In the latest minutes released Wednesday, the Federal Open Market Committee issued guidance it would continue purchases of bonds at least at its current pace until the economic recovery had made “substantial further progress.”

“The risk is that too much inflation is expected and yields move aggressively higher at a time when high valuations across bonds and equities have heightened market sensitivity,” Kerry Craig, global market strategist at JPMorgan Asset Management, said in a note on the outcome of the Georgia Senate race.

Meanwhile, shares of Twitter Inc. dropped after the platform suspended Donald Trump’s account.

These are some of the main moves in markets:

Stocks

  • S&P 500 futures rose 0.6% as of 10:37 a.m. in Tokyo.

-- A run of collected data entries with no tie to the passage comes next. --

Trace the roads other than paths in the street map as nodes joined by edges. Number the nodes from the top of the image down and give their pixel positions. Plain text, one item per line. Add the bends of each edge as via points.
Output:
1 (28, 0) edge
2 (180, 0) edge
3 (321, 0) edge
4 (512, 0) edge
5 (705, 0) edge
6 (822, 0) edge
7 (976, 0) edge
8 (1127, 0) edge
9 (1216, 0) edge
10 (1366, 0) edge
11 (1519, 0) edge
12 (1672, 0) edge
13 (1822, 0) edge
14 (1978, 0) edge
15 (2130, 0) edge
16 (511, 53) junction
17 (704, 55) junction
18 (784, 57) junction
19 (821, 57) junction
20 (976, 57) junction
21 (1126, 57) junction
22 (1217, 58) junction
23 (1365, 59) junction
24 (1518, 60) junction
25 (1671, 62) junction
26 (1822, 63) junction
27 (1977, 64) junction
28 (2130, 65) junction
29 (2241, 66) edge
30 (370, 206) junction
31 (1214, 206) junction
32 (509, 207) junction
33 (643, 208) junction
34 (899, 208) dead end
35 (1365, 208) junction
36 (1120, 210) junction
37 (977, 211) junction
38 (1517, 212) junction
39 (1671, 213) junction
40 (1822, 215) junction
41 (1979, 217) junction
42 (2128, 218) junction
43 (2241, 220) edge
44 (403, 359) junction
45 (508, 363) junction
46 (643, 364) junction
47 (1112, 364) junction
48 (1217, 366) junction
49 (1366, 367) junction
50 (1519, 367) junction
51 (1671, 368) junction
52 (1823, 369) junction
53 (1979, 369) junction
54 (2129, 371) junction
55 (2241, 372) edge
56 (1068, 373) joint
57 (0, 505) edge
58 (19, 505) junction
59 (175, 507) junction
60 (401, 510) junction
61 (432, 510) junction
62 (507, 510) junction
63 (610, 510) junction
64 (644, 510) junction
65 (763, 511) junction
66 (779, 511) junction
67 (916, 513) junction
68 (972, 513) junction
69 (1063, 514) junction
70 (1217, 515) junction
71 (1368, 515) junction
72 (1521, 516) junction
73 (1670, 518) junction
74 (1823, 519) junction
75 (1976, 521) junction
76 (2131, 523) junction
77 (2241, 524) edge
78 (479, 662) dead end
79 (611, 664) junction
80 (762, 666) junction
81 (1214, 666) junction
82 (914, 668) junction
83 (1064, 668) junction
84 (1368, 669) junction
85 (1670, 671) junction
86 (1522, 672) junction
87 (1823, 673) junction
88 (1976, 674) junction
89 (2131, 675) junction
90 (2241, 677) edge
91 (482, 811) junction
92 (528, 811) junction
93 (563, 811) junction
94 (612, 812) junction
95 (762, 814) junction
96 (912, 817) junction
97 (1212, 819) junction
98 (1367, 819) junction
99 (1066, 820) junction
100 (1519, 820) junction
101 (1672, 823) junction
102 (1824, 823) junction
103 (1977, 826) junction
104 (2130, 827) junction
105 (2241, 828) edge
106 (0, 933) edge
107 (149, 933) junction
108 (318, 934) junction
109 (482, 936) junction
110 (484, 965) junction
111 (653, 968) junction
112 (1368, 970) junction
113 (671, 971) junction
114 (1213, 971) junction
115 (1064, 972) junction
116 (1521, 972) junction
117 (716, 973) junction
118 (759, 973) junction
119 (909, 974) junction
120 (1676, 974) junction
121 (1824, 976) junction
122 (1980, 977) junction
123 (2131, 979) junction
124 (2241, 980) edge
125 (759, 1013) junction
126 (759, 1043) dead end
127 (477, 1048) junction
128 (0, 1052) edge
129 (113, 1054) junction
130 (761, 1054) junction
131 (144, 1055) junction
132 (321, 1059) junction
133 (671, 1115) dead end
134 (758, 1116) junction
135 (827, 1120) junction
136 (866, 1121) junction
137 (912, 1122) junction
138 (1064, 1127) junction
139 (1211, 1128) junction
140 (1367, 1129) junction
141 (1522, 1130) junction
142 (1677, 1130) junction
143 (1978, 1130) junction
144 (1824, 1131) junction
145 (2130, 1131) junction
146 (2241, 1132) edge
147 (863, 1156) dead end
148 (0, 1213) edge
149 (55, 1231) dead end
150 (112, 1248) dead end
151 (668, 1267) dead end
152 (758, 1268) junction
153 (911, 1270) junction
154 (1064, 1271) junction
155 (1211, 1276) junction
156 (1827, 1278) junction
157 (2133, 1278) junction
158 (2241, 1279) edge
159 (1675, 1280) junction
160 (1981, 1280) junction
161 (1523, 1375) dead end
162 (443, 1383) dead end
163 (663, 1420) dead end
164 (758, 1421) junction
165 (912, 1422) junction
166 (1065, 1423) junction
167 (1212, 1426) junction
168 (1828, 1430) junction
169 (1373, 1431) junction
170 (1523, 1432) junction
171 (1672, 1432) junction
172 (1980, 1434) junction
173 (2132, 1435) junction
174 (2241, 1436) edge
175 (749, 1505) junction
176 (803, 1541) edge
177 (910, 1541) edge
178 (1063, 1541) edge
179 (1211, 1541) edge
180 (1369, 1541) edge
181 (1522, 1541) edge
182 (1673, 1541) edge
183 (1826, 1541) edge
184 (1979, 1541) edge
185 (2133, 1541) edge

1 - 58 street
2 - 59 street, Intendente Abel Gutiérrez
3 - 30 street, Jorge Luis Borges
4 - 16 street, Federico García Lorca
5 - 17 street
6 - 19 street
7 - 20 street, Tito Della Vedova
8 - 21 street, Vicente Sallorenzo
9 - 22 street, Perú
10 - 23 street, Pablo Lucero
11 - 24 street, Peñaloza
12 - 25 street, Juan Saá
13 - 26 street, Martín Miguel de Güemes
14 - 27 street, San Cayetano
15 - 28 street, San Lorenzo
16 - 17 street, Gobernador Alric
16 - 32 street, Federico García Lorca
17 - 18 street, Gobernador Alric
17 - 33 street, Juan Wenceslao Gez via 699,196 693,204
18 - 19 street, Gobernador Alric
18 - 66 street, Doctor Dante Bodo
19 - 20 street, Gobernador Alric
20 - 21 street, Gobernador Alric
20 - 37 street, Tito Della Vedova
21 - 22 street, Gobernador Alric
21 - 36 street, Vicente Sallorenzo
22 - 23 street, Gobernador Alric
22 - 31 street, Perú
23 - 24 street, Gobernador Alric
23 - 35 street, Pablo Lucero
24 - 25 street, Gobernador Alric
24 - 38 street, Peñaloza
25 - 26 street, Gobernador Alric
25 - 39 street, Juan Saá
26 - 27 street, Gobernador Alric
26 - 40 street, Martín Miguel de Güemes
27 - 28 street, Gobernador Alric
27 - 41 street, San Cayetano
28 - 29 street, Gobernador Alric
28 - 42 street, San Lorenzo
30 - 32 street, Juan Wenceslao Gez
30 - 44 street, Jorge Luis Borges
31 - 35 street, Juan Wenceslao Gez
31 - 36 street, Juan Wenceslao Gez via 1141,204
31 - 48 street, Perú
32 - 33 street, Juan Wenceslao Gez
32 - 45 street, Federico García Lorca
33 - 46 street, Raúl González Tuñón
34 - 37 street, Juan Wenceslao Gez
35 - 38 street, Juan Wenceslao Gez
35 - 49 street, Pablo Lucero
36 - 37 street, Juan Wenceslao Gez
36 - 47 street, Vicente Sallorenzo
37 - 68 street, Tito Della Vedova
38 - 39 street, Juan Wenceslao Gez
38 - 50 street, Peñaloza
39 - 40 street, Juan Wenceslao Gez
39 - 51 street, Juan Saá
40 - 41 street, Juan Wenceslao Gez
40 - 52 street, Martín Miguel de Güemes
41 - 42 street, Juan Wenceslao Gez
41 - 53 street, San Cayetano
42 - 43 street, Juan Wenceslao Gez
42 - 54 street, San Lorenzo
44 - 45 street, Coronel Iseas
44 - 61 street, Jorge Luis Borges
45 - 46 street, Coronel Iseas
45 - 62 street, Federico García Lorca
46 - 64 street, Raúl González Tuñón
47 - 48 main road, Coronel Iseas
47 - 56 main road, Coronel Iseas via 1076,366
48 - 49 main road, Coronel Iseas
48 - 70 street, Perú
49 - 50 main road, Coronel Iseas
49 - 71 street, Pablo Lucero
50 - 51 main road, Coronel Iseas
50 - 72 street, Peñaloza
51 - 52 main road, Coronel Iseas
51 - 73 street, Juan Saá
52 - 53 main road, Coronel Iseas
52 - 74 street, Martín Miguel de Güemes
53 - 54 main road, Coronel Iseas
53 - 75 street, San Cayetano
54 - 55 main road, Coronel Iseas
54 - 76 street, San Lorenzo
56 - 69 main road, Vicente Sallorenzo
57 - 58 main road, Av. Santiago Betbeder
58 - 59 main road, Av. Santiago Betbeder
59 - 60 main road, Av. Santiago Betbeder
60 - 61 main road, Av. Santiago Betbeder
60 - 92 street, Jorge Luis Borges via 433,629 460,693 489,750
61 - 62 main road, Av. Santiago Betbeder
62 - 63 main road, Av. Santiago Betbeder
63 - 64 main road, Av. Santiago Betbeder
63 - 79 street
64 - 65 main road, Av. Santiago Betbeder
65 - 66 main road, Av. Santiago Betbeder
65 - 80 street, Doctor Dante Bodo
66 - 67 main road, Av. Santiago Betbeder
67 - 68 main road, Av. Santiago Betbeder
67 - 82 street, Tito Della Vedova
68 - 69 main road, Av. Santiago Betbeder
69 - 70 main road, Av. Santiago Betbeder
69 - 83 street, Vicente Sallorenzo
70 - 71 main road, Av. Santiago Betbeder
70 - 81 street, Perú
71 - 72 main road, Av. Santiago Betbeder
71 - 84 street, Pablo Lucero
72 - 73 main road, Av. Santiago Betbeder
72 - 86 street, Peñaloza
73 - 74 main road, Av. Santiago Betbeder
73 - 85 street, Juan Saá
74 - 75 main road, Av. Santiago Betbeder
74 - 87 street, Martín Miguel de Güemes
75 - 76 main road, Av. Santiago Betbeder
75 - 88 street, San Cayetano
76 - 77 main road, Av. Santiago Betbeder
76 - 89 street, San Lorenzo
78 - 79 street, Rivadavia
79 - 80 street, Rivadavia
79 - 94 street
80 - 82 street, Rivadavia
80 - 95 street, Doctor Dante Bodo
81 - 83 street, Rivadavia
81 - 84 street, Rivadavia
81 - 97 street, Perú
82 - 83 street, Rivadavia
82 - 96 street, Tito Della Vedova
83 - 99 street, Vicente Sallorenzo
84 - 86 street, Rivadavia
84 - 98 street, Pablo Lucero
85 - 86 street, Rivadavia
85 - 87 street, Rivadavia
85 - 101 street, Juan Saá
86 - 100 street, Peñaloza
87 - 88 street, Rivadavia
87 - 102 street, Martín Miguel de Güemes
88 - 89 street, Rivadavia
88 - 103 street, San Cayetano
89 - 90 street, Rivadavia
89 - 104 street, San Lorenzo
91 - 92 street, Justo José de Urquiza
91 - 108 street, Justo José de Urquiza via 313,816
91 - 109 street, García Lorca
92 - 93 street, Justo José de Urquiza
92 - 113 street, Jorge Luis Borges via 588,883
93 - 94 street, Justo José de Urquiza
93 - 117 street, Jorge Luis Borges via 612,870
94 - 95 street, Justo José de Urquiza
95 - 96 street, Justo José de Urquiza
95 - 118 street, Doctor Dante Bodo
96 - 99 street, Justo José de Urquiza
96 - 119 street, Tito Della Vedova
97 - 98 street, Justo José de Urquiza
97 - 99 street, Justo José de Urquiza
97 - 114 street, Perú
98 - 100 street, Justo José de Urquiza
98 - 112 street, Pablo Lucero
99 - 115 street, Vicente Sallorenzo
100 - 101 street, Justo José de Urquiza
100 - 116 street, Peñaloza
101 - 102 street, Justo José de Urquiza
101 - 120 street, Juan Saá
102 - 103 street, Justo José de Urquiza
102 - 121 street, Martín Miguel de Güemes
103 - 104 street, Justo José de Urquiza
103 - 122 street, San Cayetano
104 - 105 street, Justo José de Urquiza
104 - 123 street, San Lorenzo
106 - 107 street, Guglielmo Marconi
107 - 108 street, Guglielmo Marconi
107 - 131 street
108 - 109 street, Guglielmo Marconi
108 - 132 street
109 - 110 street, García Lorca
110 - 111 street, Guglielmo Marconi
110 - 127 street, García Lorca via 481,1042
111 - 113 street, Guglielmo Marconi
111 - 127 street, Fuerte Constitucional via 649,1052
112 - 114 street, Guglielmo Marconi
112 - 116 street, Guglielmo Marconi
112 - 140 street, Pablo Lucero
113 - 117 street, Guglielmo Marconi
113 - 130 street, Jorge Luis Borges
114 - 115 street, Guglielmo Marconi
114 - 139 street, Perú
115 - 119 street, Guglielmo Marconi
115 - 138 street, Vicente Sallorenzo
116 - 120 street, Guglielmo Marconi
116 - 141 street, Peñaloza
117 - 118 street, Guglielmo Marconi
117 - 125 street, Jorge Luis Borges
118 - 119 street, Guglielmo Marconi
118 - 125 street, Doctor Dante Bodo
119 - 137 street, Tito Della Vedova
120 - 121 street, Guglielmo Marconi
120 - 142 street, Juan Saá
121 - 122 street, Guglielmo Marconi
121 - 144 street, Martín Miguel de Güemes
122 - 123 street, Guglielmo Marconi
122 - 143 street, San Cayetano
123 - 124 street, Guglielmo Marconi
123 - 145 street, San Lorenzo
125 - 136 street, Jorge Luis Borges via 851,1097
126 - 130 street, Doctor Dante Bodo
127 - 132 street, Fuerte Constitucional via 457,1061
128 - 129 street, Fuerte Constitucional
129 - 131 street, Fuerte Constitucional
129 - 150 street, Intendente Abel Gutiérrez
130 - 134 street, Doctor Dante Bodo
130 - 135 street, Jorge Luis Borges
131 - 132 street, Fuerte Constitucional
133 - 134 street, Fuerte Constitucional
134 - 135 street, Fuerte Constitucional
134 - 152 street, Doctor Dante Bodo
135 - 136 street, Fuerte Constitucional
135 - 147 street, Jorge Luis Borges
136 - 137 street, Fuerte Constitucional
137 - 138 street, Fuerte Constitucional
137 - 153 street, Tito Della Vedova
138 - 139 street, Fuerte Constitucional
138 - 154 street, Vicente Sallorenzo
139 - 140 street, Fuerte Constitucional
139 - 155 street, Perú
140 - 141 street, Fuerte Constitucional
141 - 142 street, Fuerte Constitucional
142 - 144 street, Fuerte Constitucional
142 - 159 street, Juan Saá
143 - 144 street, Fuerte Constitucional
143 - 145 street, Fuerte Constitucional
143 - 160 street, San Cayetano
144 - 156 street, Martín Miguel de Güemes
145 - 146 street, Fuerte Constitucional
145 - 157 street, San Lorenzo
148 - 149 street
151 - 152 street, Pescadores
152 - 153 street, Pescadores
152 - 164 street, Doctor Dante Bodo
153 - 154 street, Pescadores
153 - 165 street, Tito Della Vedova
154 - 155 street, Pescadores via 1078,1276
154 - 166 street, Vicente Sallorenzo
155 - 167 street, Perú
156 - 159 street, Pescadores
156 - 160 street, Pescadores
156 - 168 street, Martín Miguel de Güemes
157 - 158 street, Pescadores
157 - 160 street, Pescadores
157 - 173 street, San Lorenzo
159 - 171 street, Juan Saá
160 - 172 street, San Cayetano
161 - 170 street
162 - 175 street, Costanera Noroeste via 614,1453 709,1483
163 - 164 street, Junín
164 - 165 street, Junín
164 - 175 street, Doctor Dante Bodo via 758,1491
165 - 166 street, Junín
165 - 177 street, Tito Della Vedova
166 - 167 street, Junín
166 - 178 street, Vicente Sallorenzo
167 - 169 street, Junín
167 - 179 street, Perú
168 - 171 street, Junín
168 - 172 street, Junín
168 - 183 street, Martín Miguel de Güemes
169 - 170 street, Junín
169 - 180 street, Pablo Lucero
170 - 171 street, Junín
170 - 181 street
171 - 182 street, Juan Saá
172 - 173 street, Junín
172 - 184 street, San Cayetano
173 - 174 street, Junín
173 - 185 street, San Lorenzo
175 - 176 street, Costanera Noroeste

The S&P 500 gained 0.6%.
  • Topix index climbed 2.1%.
  • Australia’s S&P/ASX 200 Index climbed 1.8%.
  • South Korea’s Kospi index rose 1.9%.
  • Hong Kong’s Hang Seng Index fell 0.1%.
  • Shanghai Composite Index fell 0.1%.

Currencies

  • The yen was at 103.15 per dollar.
  • The offshore yuan traded at 6.4399 per dollar, up 0.2%.
  • The Bloomberg Dollar Spot Index was flat.
  • The euro was at US$1.2333.

Bonds

  • The yield on 10-year Treasuries held at 1.03% after surging eight basis points.
  • Australia’s 10-year bond yield was at 1.07%.

Commodities

  • West Texas Intermediate crude rose 0.3% to US$50.77 ($66.90) a barrel.
  • Gold was at US$1,921.12 an ounce.